We want to group the letters and score together so that we always can access them at the same time and don’t mix up which letters go with which numbers.

To do this, we just need to tell C about this new type so that it can map it into memory. We call this new type a “data structure” because it builds a new type out of existing types. In C, we can define a new data structure with the struct keyword.

struct HighScore {
    char    id[3];
    int     score;
};

We now have a convenient way to work with individual high score entries. We can read and write the values similar to other variables.

struct HighScore score1;
score1.id[0] = 'B';
score1.id[1] = 'O';
score1.id[2] = 'B';
score1.score = 1500;

Here score1 is a variable that contains two values: an array of three chars named id and an int score.

We can define a second HighScore variable just like the first,

struct HighScore score2;
score2.id[0] = 'A';
score2.id[1] = 'A';
score2.id[2] = 'A';
score2.score = 523;

HighScore works just like any other type. When we declare new variables with the type struct HighScore, C has to set aside memory to hold the values. That looks like this,

score1
id                      score
V                       V
+=======+=======+=======+=======+
|  'B'  |  'O'  |  'B'  | 1500  |
+=======+=======+=======+=======+
^       ^       ^       ^       ^
544     545     546     547     551

When we ask C for score1.score, it has to perform a similar address calculation to the array calculation. We know that score1 starts at address 544, so we just need to know how far to jump to find the start of the score value.

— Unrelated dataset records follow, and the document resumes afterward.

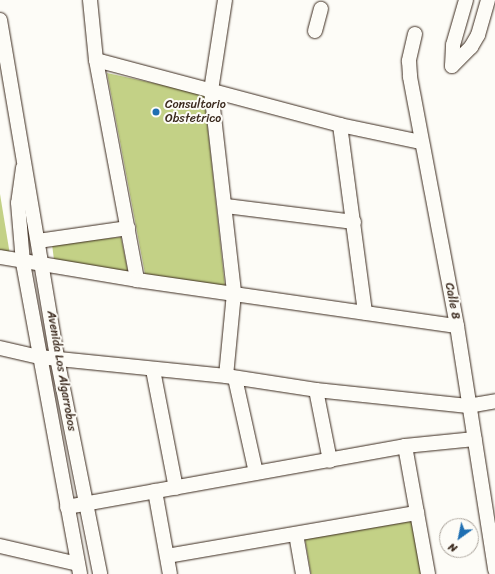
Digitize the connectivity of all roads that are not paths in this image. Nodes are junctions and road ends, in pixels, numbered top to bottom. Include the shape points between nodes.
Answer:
1 (90, 0) edge
2 (225, 0) edge
3 (466, 0) edge
4 (488, 0) edge
5 (321, 9) dead end
6 (0, 20) edge
7 (315, 31) dead end
8 (415, 34) dead end
9 (96, 60) junction
10 (211, 90) junction
11 (340, 125) junction
12 (421, 142) junction
13 (23, 167) junction
14 (226, 206) junction
15 (354, 222) junction
16 (128, 228) junction
17 (38, 241) junction
18 (0, 257) edge
19 (23, 263) junction
20 (42, 263) junction
21 (137, 280) junction
22 (234, 292) junction
23 (365, 312) junction
24 (457, 326) junction
25 (0, 348) edge
26 (39, 357) junction
27 (57, 358) junction
28 (153, 370) junction
29 (231, 377) junction
30 (316, 390) junction
31 (495, 401) edge
32 (468, 406) junction
33 (475, 439) junction
34 (406, 446) junction
35 (330, 461) junction
36 (256, 473) junction
37 (176, 488) junction
38 (155, 491) junction
39 (86, 504) junction
40 (67, 507) junction
41 (417, 513) junction
42 (296, 534) junction
43 (0, 546) edge
44 (167, 556) junction
45 (79, 569) edge
46 (495, 570) edge
47 (100, 574) edge
48 (170, 574) edge
49 (303, 574) edge
50 (428, 574) edge

1 - 9 street
2 - 10 street
3 - 4 street via 453,45 452,66 471,47 478,35
5 - 7 street
6 - 13 street, Avenida Los Algarrobos
8 - 12 street, Calle 8 via 409,68
9 - 10 street
9 - 16 street
10 - 11 street
10 - 14 street
11 - 12 street
11 - 15 street
12 - 24 street, Calle 8
13 - 17 street, Avenida Los Algarrobos
13 - 19 street, Avenida Los Algarrobos via 18,203
14 - 15 street
14 - 22 street
15 - 23 street
16 - 17 street
16 - 21 street
17 - 20 street, Avenida Los Algarrobos
18 - 19 street
19 - 20 street
19 - 26 street, Avenida Los Algarrobos
20 - 21 street
20 - 27 street, Avenida Los Algarrobos
21 - 22 street
22 - 23 street
22 - 29 street
23 - 24 street
24 - 32 street, Calle 8
25 - 26 street
26 - 27 street
26 - 40 street, Avenida Los Algarrobos
27 - 28 street
27 - 39 street, Avenida Los Algarrobos
28 - 29 street
28 - 37 street
29 - 30 street
29 - 36 street
30 - 32 street
30 - 35 street
31 - 32 street
32 - 33 street, Calle 8
33 - 34 street
33 - 46 street, Calle 8
34 - 35 street
34 - 41 street
35 - 36 street
36 - 37 street
37 - 38 street
38 - 39 street
38 - 44 street
39 - 40 street
39 - 47 street, Avenida Los Algarrobos
40 - 45 street, Avenida Los Algarrobos
41 - 42 street
41 - 50 street
42 - 44 street
42 - 49 street
43 - 45 street
44 - 48 street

Our struct is laid out in memory exactly as we defined it in the code. In this case, it is three chars followed by an int. To find the score then, we just need to jump over the three chars.

score1.score = score1 + offset(score)
score1.score = 544 + 3*sizeof(char)
score1.score = 544 + 3*1
score1.score = 547

If tomorrow we decide to make the id an array of ints instead of chars, we don’t need to worry about changing the rest of our code. score1.score will still work exactly as we want it to because it knows it needs to skip three ints instead of three chars.

With the ability to build types out of smaller types, we can work with any data we want. If we can define all the pieces that make up the data we are working with, C can map it into memory for us. Once the data is in memory, we can analyze it, transform it, or send it over a network to another computer.